TASK DATA Start Marker

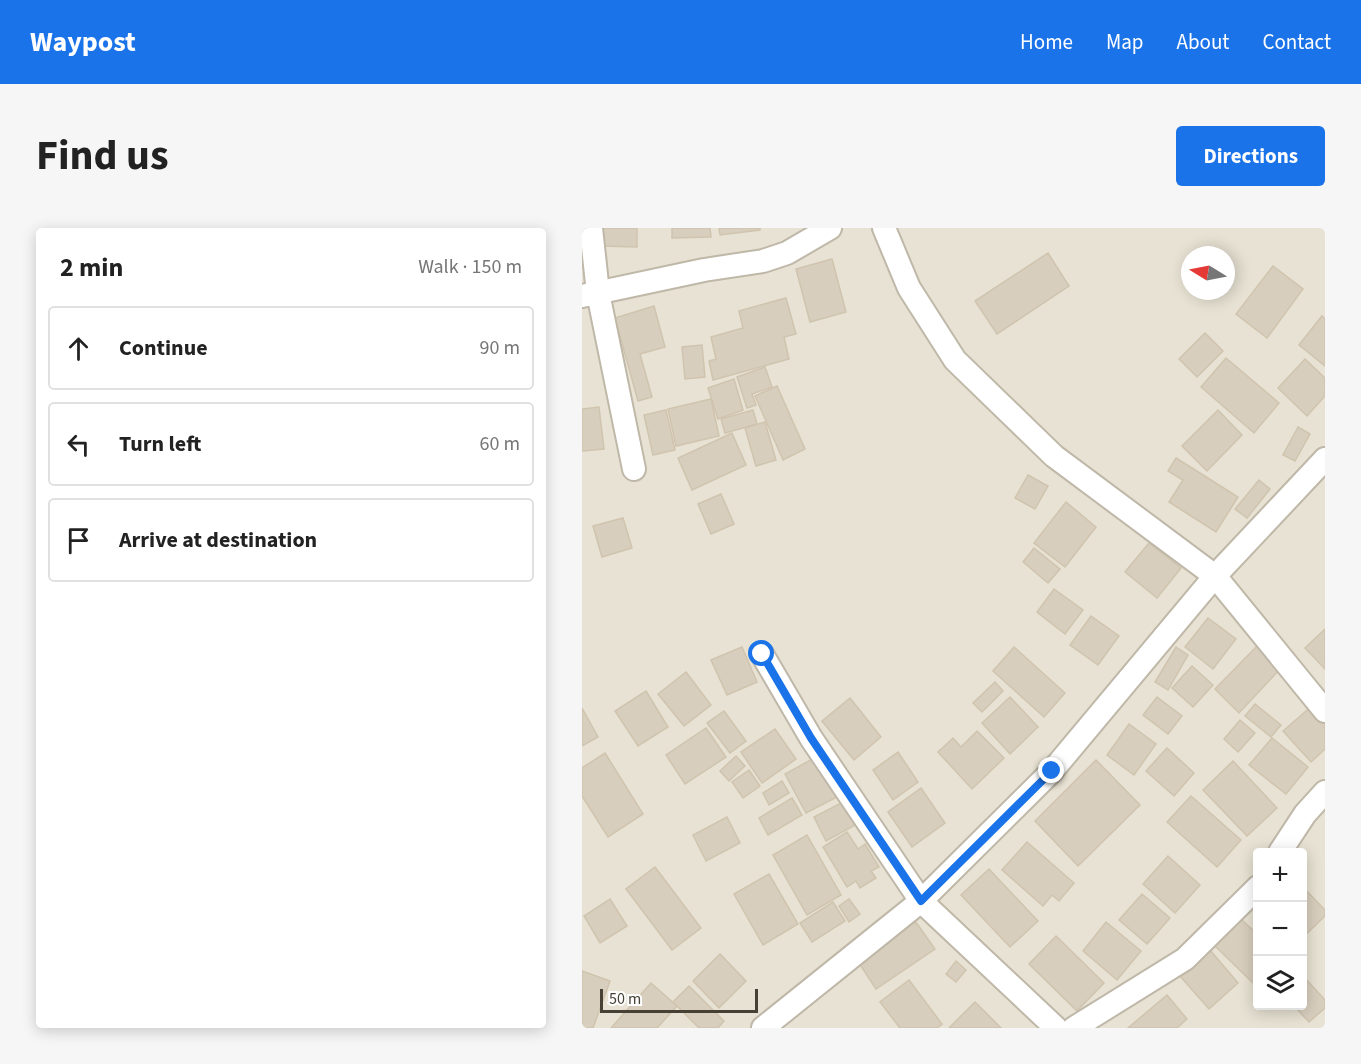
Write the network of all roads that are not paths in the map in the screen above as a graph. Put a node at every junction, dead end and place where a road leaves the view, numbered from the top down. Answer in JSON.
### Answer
{"nodes":[{"id":1,"x":591,"y":228,"type":"edge"},
{"id":2,"x":830,"y":228,"type":"edge"},
{"id":3,"x":884,"y":228,"type":"edge"},
{"id":4,"x":590,"y":294,"type":"edge"},
{"id":5,"x":1325,"y":459,"type":"edge"},
{"id":6,"x":634,"y":469,"type":"dead end"},
{"id":7,"x":1215,"y":576,"type":"junction"},
{"id":8,"x":762,"y":654,"type":"dead end"},
{"id":9,"x":1325,"y":711,"type":"edge"},
{"id":10,"x":1325,"y":792,"type":"edge"},
{"id":11,"x":1283,"y":848,"type":"edge"},
{"id":12,"x":1253,"y":891,"type":"edge"},
{"id":13,"x":921,"y":901,"type":"junction"},
{"id":14,"x":763,"y":1028,"type":"edge"},
{"id":15,"x":1056,"y":1028,"type":"edge"},
{"id":16,"x":1074,"y":1028,"type":"edge"}],
"edges":[{"from":1,"to":4,"type":"street"},
{"from":2,"to":4,"type":"street"},
{"from":3,"to":7,"type":"street"},
{"from":4,"to":6,"type":"street"},
{"from":5,"to":7,"type":"street"},
{"from":7,"to":9,"type":"street"},
{"from":7,"to":13,"type":"street"},
{"from":8,"to":13,"type":"street"},
{"from":10,"to":11,"type":"street"},
{"from":12,"to":16,"type":"street"},
{"from":13,"to":14,"type":"street"},
{"from":13,"to":15,"type":"street"}]}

TASK DATA End Marker

▶ **WORK ITEM**
Where an image appears in the data, skip it, and return the rest verbatim.

▶ **ANSWER FOR THE TASK**
Write the network of all roads that are not paths in the map in the screen above as a graph. Put a node at every junction, dead end and place where a road leaves the view, numbered from the top down. Answer in JSON.
### Answer
{"nodes":[{"id":1,"x":591,"y":228,"type":"edge"},
{"id":2,"x":830,"y":228,"type":"edge"},
{"id":3,"x":884,"y":228,"type":"edge"},
{"id":4,"x":590,"y":294,"type":"edge"},
{"id":5,"x":1325,"y":459,"type":"edge"},
{"id":6,"x":634,"y":469,"type":"dead end"},
{"id":7,"x":1215,"y":576,"type":"junction"},
{"id":8,"x":762,"y":654,"type":"dead end"},
{"id":9,"x":1325,"y":711,"type":"edge"},
{"id":10,"x":1325,"y":792,"type":"edge"},
{"id":11,"x":1283,"y":848,"type":"edge"},
{"id":12,"x":1253,"y":891,"type":"edge"},
{"id":13,"x":921,"y":901,"type":"junction"},
{"id":14,"x":763,"y":1028,"type":"edge"},
{"id":15,"x":1056,"y":1028,"type":"edge"},
{"id":16,"x":1074,"y":1028,"type":"edge"}],
"edges":[{"from":1,"to":4,"type":"street"},
{"from":2,"to":4,"type":"street"},
{"from":3,"to":7,"type":"street"},
{"from":4,"to":6,"type":"street"},
{"from":5,"to":7,"type":"street"},
{"from":7,"to":9,"type":"street"},
{"from":7,"to":13,"type":"street"},
{"from":8,"to":13,"type":"street"},
{"from":10,"to":11,"type":"street"},
{"from":12,"to":16,"type":"street"},
{"from":13,"to":14,"type":"street"},
{"from":13,"to":15,"type":"street"}]}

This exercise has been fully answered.